Collected data:
-- Opening Marker --

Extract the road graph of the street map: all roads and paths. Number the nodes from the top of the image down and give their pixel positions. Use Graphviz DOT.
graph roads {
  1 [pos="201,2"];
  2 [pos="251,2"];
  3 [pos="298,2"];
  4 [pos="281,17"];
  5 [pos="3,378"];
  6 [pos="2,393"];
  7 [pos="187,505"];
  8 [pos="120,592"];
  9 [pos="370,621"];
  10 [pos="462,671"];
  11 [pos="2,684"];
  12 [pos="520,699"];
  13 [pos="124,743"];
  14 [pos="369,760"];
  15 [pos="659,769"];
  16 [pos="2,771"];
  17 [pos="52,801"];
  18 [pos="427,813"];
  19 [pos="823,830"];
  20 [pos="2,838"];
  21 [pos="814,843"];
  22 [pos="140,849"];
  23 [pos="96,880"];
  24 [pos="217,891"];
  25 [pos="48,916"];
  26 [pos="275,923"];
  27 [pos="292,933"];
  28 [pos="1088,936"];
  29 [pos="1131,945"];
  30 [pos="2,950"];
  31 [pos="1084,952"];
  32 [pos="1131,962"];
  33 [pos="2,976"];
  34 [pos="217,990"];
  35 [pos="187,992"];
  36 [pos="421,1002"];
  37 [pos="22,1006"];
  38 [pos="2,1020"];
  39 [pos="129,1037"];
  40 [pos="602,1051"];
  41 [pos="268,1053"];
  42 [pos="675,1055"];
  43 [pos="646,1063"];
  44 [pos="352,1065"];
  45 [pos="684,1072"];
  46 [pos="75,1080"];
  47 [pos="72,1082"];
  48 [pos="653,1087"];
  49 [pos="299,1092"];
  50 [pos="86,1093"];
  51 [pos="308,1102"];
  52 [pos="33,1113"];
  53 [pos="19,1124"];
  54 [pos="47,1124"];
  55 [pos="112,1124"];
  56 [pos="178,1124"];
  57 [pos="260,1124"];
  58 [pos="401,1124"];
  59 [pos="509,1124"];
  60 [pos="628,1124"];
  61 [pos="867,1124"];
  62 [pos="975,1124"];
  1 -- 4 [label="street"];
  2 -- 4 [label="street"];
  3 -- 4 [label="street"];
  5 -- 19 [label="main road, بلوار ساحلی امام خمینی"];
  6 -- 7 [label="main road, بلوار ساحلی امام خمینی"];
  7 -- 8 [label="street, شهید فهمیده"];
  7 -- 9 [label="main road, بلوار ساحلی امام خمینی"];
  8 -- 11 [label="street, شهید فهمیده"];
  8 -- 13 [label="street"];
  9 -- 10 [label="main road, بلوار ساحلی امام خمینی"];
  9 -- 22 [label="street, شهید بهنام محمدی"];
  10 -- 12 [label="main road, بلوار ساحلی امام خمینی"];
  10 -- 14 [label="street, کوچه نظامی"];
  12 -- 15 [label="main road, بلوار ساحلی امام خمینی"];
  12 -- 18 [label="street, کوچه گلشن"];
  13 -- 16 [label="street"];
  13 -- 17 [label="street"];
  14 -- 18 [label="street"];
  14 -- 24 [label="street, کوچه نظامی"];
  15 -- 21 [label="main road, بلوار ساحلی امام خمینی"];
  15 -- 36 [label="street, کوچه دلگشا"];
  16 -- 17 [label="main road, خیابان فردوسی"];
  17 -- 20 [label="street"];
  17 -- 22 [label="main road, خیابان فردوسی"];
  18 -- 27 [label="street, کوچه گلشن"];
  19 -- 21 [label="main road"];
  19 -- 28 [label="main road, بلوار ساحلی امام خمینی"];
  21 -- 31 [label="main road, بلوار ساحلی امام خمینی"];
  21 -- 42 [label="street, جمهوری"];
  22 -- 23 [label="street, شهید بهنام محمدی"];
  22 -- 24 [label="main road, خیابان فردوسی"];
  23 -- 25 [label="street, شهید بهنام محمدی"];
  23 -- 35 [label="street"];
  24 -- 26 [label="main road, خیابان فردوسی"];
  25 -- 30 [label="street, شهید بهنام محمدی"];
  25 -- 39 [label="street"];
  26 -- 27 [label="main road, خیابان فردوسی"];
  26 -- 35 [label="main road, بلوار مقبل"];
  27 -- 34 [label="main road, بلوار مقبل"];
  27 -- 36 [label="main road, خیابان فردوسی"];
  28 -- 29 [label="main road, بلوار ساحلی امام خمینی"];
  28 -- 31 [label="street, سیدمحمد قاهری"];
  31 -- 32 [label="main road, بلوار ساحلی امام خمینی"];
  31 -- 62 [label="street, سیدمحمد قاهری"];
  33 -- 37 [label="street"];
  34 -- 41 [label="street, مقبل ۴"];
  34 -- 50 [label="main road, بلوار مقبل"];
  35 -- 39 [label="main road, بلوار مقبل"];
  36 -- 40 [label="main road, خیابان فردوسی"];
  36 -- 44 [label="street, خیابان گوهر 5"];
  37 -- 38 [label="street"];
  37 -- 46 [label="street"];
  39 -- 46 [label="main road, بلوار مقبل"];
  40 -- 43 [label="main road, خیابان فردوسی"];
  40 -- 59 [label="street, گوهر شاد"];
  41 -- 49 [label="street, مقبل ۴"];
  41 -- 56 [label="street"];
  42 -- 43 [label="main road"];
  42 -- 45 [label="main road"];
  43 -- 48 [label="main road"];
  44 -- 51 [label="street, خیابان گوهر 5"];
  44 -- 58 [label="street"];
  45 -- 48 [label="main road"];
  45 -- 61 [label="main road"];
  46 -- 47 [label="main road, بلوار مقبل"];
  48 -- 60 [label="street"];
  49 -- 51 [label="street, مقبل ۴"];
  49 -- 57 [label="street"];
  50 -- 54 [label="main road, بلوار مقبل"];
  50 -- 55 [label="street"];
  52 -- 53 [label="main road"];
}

-- Closing Marker --

About this task —
Once more, write all of the records exactly as given.

Task output —
Extract the road graph of the street map: all roads and paths. Number the nodes from the top of the image down and give their pixel positions. Use Graphviz DOT.
graph roads {
  1 [pos="201,2"];
  2 [pos="251,2"];
  3 [pos="298,2"];
  4 [pos="281,17"];
  5 [pos="3,378"];
  6 [pos="2,393"];
  7 [pos="187,505"];
  8 [pos="120,592"];
  9 [pos="370,621"];
  10 [pos="462,671"];
  11 [pos="2,684"];
  12 [pos="520,699"];
  13 [pos="124,743"];
  14 [pos="369,760"];
  15 [pos="659,769"];
  16 [pos="2,771"];
  17 [pos="52,801"];
  18 [pos="427,813"];
  19 [pos="823,830"];
  20 [pos="2,838"];
  21 [pos="814,843"];
  22 [pos="140,849"];
  23 [pos="96,880"];
  24 [pos="217,891"];
  25 [pos="48,916"];
  26 [pos="275,923"];
  27 [pos="292,933"];
  28 [pos="1088,936"];
  29 [pos="1131,945"];
  30 [pos="2,950"];
  31 [pos="1084,952"];
  32 [pos="1131,962"];
  33 [pos="2,976"];
  34 [pos="217,990"];
  35 [pos="187,992"];
  36 [pos="421,1002"];
  37 [pos="22,1006"];
  38 [pos="2,1020"];
  39 [pos="129,1037"];
  40 [pos="602,1051"];
  41 [pos="268,1053"];
  42 [pos="675,1055"];
  43 [pos="646,1063"];
  44 [pos="352,1065"];
  45 [pos="684,1072"];
  46 [pos="75,1080"];
  47 [pos="72,1082"];
  48 [pos="653,1087"];
  49 [pos="299,1092"];
  50 [pos="86,1093"];
  51 [pos="308,1102"];
  52 [pos="33,1113"];
  53 [pos="19,1124"];
  54 [pos="47,1124"];
  55 [pos="112,1124"];
  56 [pos="178,1124"];
  57 [pos="260,1124"];
  58 [pos="401,1124"];
  59 [pos="509,1124"];
  60 [pos="628,1124"];
  61 [pos="867,1124"];
  62 [pos="975,1124"];
  1 -- 4 [label="street"];
  2 -- 4 [label="street"];
  3 -- 4 [label="street"];
  5 -- 19 [label="main road, بلوار ساحلی امام خمینی"];
  6 -- 7 [label="main road, بلوار ساحلی امام خمینی"];
  7 -- 8 [label="street, شهید فهمیده"];
  7 -- 9 [label="main road, بلوار ساحلی امام خمینی"];
  8 -- 11 [label="street, شهید فهمیده"];
  8 -- 13 [label="street"];
  9 -- 10 [label="main road, بلوار ساحلی امام خمینی"];
  9 -- 22 [label="street, شهید بهنام محمدی"];
  10 -- 12 [label="main road, بلوار ساحلی امام خمینی"];
  10 -- 14 [label="street, کوچه نظامی"];
  12 -- 15 [label="main road, بلوار ساحلی امام خمینی"];
  12 -- 18 [label="street, کوچه گلشن"];
  13 -- 16 [label="street"];
  13 -- 17 [label="street"];
  14 -- 18 [label="street"];
  14 -- 24 [label="street, کوچه نظامی"];
  15 -- 21 [label="main road, بلوار ساحلی امام خمینی"];
  15 -- 36 [label="street, کوچه دلگشا"];
  16 -- 17 [label="main road, خیابان فردوسی"];
  17 -- 20 [label="street"];
  17 -- 22 [label="main road, خیابان فردوسی"];
  18 -- 27 [label="street, کوچه گلشن"];
  19 -- 21 [label="main road"];
  19 -- 28 [label="main road, بلوار ساحلی امام خمینی"];
  21 -- 31 [label="main road, بلوار ساحلی امام خمینی"];
  21 -- 42 [label="street, جمهوری"];
  22 -- 23 [label="street, شهید بهنام محمدی"];
  22 -- 24 [label="main road, خیابان فردوسی"];
  23 -- 25 [label="street, شهید بهنام محمدی"];
  23 -- 35 [label="street"];
  24 -- 26 [label="main road, خیابان فردوسی"];
  25 -- 30 [label="street, شهید بهنام محمدی"];
  25 -- 39 [label="street"];
  26 -- 27 [label="main road, خیابان فردوسی"];
  26 -- 35 [label="main road, بلوار مقبل"];
  27 -- 34 [label="main road, بلوار مقبل"];
  27 -- 36 [label="main road, خیابان فردوسی"];
  28 -- 29 [label="main road, بلوار ساحلی امام خمینی"];
  28 -- 31 [label="street, سیدمحمد قاهری"];
  31 -- 32 [label="main road, بلوار ساحلی امام خمینی"];
  31 -- 62 [label="street, سیدمحمد قاهری"];
  33 -- 37 [label="street"];
  34 -- 41 [label="street, مقبل ۴"];
  34 -- 50 [label="main road, بلوار مقبل"];
  35 -- 39 [label="main road, بلوار مقبل"];
  36 -- 40 [label="main road, خیابان فردوسی"];
  36 -- 44 [label="street, خیابان گوهر 5"];
  37 -- 38 [label="street"];
  37 -- 46 [label="street"];
  39 -- 46 [label="main road, بلوار مقبل"];
  40 -- 43 [label="main road, خیابان فردوسی"];
  40 -- 59 [label="street, گوهر شاد"];
  41 -- 49 [label="street, مقبل ۴"];
  41 -- 56 [label="street"];
  42 -- 43 [label="main road"];
  42 -- 45 [label="main road"];
  43 -- 48 [label="main road"];
  44 -- 51 [label="street, خیابان گوهر 5"];
  44 -- 58 [label="street"];
  45 -- 48 [label="main road"];
  45 -- 61 [label="main road"];
  46 -- 47 [label="main road, بلوار مقبل"];
  48 -- 60 [label="street"];
  49 -- 51 [label="street, مقبل ۴"];
  49 -- 57 [label="street"];
  50 -- 54 [label="main road, بلوار مقبل"];
  50 -- 55 [label="street"];
  52 -- 53 [label="main road"];
}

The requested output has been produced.